Input data:
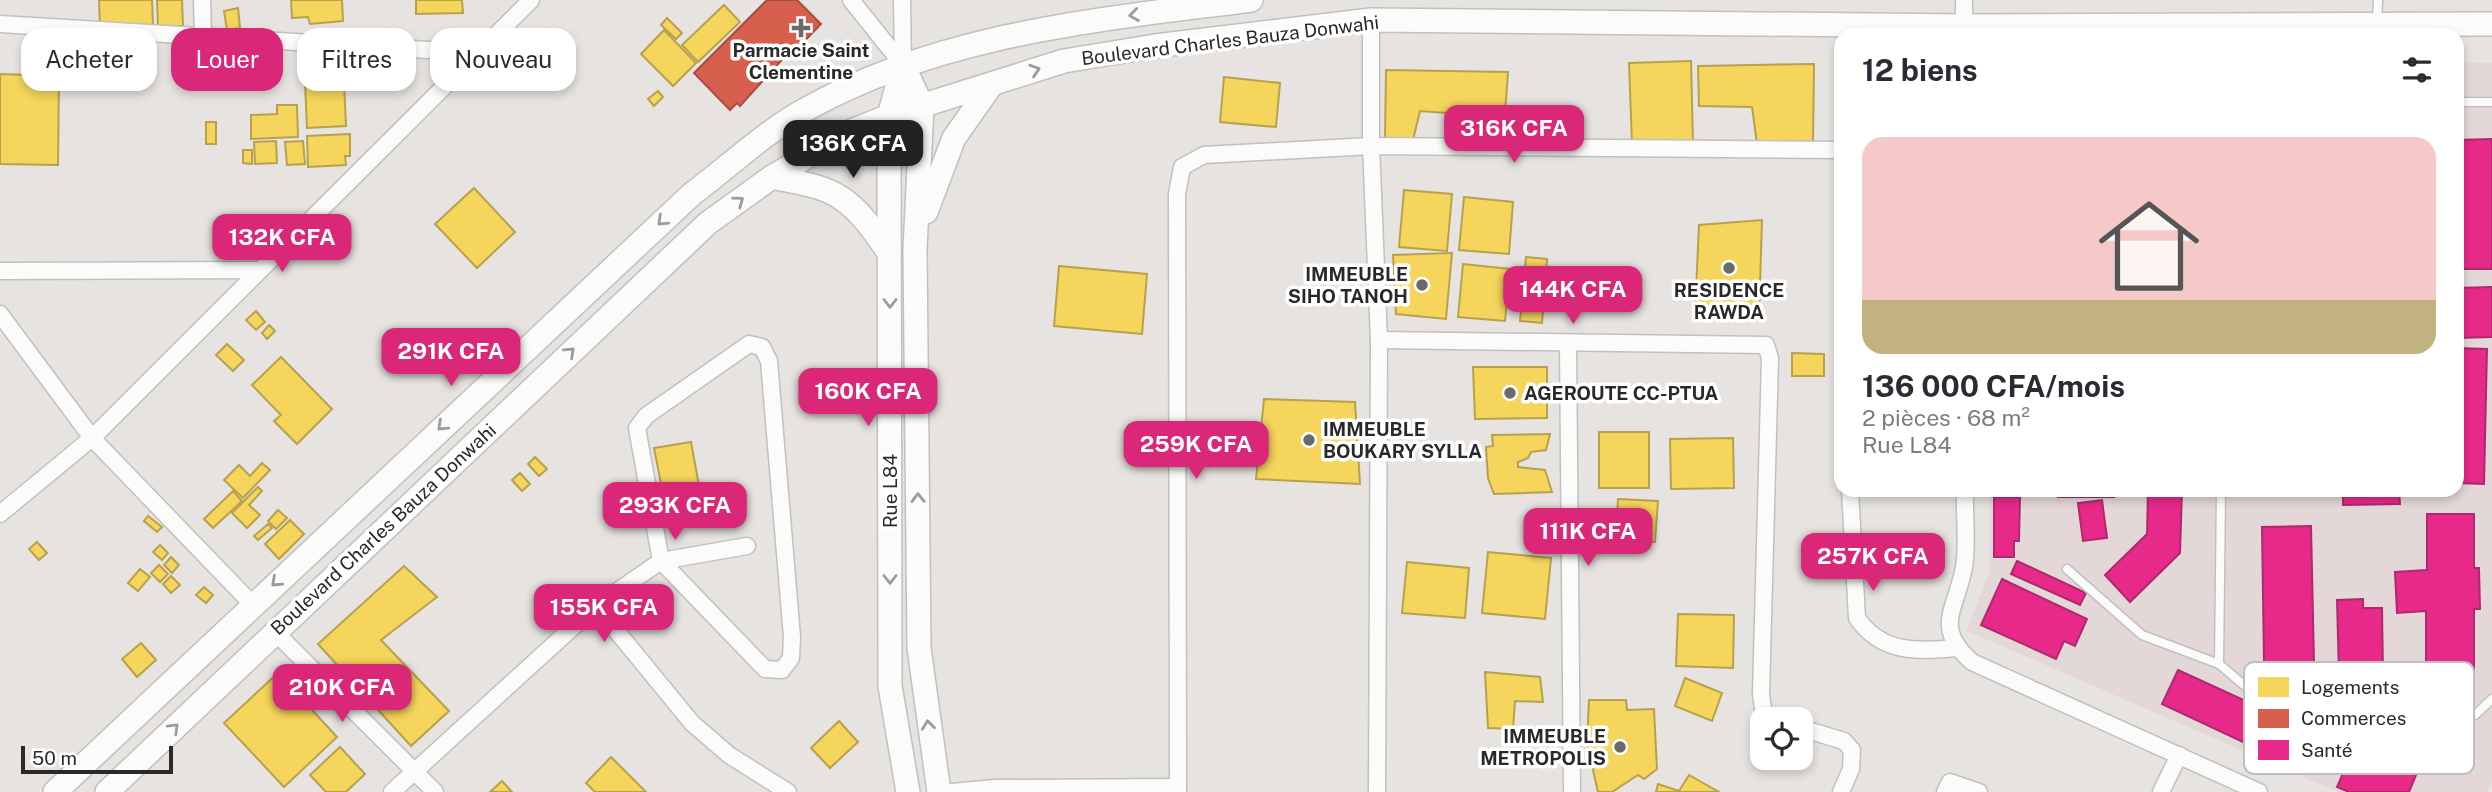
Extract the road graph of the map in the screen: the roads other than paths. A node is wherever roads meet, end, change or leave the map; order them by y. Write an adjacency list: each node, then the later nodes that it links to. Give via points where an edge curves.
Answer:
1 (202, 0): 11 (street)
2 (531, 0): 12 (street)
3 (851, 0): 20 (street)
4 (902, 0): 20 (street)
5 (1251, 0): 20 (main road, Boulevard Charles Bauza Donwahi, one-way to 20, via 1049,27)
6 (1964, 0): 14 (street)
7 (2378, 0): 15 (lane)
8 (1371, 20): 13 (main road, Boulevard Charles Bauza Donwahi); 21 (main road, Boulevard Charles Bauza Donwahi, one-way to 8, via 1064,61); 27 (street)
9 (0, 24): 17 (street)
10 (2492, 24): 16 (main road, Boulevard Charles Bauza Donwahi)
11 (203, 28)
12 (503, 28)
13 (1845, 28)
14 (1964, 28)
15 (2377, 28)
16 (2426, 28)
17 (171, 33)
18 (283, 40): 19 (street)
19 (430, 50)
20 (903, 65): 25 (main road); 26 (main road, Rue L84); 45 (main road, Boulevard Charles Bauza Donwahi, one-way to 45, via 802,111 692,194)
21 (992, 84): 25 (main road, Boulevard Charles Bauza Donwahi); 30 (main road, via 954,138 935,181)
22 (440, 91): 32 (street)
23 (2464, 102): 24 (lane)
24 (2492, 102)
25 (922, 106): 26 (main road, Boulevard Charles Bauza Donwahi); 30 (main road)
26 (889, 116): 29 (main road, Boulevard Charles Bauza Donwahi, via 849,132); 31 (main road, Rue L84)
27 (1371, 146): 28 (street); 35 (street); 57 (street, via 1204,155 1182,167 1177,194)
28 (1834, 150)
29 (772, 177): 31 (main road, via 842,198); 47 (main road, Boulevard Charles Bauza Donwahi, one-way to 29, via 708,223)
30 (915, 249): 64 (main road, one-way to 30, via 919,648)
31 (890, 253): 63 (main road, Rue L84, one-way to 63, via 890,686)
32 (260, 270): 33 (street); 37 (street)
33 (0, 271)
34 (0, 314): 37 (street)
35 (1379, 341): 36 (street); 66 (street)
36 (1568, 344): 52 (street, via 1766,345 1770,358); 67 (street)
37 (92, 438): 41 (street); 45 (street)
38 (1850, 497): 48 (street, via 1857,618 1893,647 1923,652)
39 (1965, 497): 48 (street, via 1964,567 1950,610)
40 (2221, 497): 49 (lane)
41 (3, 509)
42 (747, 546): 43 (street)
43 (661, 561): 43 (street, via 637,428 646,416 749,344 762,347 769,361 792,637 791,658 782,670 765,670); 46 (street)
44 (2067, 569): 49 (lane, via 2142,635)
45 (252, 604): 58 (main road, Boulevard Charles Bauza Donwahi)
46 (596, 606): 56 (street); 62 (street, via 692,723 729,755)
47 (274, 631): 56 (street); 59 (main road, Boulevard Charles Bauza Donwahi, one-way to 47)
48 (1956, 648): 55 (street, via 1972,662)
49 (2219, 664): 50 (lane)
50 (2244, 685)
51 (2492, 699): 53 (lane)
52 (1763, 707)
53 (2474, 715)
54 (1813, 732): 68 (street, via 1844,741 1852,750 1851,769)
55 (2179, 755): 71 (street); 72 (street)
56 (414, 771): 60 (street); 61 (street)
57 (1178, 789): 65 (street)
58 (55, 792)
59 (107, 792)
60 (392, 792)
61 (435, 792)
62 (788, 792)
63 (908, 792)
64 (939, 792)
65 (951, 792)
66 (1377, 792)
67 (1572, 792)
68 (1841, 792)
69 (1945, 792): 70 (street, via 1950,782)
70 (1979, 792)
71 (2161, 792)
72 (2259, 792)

...

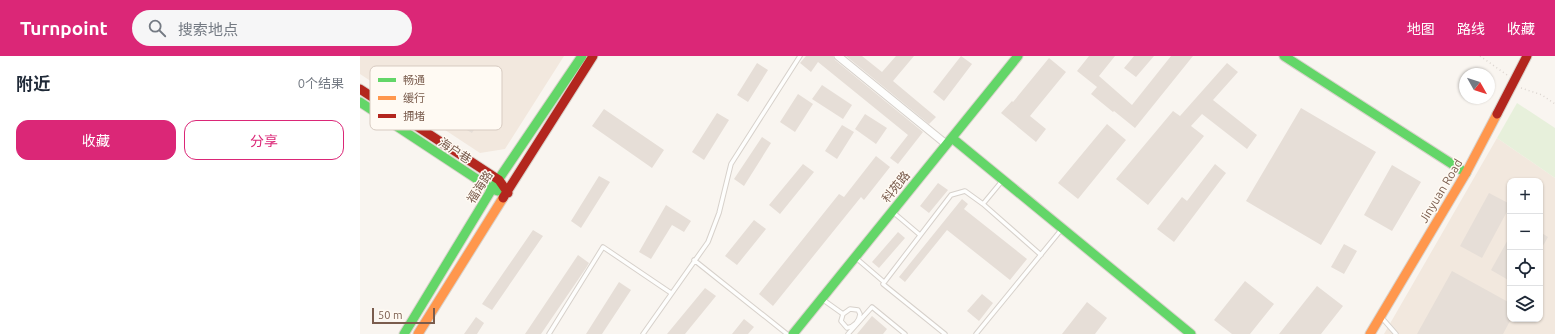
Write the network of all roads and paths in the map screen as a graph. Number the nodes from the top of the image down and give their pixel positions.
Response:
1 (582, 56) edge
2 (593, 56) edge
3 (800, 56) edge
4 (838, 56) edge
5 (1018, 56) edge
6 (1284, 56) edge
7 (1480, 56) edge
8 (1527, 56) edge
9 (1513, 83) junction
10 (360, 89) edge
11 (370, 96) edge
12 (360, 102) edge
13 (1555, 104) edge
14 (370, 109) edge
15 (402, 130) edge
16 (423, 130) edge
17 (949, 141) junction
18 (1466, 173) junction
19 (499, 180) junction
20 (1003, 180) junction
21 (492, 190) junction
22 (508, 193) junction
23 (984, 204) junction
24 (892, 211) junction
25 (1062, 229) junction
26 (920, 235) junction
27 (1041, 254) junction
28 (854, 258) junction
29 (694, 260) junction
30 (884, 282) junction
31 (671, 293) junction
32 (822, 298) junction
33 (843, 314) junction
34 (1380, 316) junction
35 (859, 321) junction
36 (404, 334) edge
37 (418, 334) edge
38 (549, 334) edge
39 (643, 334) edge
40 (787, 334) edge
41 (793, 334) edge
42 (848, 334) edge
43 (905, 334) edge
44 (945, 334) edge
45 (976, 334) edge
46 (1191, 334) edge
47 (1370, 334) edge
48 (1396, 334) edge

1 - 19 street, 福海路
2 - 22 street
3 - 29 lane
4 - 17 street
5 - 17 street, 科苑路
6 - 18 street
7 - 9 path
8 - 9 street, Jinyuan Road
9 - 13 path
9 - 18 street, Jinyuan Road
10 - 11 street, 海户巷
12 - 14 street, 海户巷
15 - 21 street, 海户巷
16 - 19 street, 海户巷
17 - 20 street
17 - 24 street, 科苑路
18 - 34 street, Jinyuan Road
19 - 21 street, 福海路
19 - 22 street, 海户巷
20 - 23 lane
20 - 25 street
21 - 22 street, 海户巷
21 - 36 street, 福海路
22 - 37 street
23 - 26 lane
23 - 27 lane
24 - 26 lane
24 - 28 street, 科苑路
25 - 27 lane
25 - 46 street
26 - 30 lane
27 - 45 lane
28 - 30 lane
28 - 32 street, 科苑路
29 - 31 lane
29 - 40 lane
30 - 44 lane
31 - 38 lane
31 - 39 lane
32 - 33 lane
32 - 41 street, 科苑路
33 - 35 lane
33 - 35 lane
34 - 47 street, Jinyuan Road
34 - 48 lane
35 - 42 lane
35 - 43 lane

Task item: Each line in the data that has the word "Jinyuan" counts once; state how many such lines there are, without comment.

Solution to this exercise: 4